Should You Invite Your Coworkers To Your Wedding? 4 Questions To Ask Yourself
“Should I invite my coworkers to my wedding?”
This is a question that probably plagues the mind of every working bride at one point or another. And the truth is, the answer to this question is not black and white. There are several factors that you should take into consideration when weighing whether or not it’s a good idea for your colleagues to be present on your big day. Here are four questions you should ask yourself that will hopefully help you to arrive at a decision that best suits your situation.
Do you socialize outside of work?
If you don’t have a relationship that transcends the walls of your workplace, you should really ask yourself why you’re even considering inviting these folks to something as intimate as your wedding. Your ceremony is a time when the people you love come together to celebrate the fact that you’ve found someone with whom you want to spend the rest of your life. If y’all aren’t cool like that, please, please, please don’t feel obligated to invite them.
Do you trust them?
As I stated before, weddings are very intimate and personal celebrations. They’re also information gold mines for incredibly nosy people.You don’t want someone there who is going to act as a spectator and collect as much information as they can with the intent of carrying it back to the other office gossips. Please know that if you invite the wrong person (or people), there’s a good chance that you and your family will end up as topics of office gossip when all is said and done.
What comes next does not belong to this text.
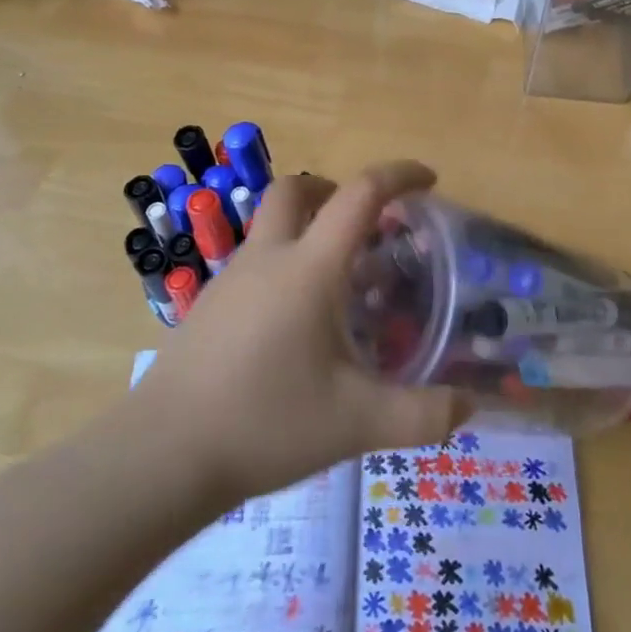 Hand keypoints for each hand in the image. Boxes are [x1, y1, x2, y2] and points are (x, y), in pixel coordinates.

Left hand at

Can they keep their mouths shut?
Space is often limited at wedding venues, so that places a cap on how many people you can invite. And even if you are considering inviting some coworkers, it’s unlikely that you’re inviting all of them. Of course, inviting some colleagues but not others can create quite an awkward environment, so it’s crucial that you encourage the ones you are planning to invite to refrain from discussing the fact that they’re on the guest list to coworkers who were not as fortunate. In fact, they should refrain from discussing your upcoming wedding in the workplace altogether.
Can you afford it?
To me, this is probably the most important question. Weddings are expensive, and those guest lists get out of control quickly. It’s likely that you’ll go through several rounds of cuts before your list is finalized. If you can’t afford to invite your coworkers, don’t invite them. They will get over it and your wallet will thank you.